> **WORK TO COMPLETE**:
Pull out every line of the listing below where "NORTH" appears.

※ ※ ※

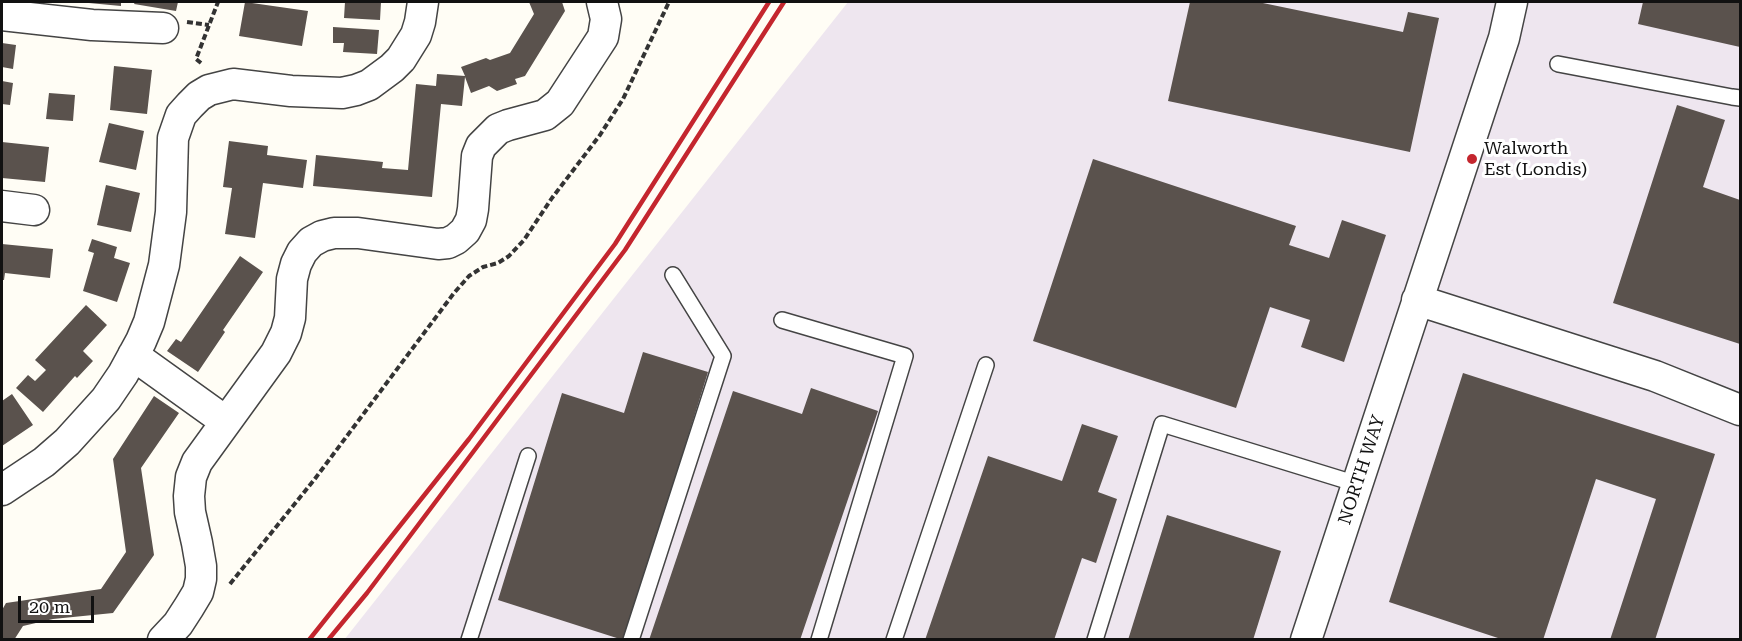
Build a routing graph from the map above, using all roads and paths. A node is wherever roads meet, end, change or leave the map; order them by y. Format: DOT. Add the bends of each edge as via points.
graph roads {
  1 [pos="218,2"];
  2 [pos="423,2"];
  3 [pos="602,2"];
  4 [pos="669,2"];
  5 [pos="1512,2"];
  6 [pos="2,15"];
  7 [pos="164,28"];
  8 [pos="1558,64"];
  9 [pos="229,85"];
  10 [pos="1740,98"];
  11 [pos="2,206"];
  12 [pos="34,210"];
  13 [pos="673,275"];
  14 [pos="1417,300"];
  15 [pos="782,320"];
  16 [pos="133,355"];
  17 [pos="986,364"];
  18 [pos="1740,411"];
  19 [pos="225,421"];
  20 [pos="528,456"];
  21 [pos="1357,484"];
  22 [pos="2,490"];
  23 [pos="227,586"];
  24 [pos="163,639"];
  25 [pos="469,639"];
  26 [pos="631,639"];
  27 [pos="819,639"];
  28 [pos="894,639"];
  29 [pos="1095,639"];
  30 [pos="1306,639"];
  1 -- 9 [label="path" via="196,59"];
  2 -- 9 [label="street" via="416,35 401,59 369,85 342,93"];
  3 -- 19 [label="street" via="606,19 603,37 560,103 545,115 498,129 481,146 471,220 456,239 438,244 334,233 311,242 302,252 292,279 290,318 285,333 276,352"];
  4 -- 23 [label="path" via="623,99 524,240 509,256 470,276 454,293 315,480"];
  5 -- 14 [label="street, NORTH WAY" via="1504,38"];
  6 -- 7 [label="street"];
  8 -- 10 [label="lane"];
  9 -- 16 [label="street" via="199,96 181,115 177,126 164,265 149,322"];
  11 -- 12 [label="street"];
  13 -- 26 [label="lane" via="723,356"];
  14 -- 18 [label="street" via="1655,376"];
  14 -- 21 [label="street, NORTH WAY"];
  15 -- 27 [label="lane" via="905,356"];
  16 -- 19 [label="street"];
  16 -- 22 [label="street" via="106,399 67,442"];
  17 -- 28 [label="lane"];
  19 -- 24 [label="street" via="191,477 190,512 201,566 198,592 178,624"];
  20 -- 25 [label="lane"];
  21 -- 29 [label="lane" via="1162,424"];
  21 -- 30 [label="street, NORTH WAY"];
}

※ ※ ※

> **SOLUTION**:
  5 -- 14 [label="street, NORTH WAY" via="1504,38"];
  14 -- 21 [label="street, NORTH WAY"];
  21 -- 30 [label="street, NORTH WAY"];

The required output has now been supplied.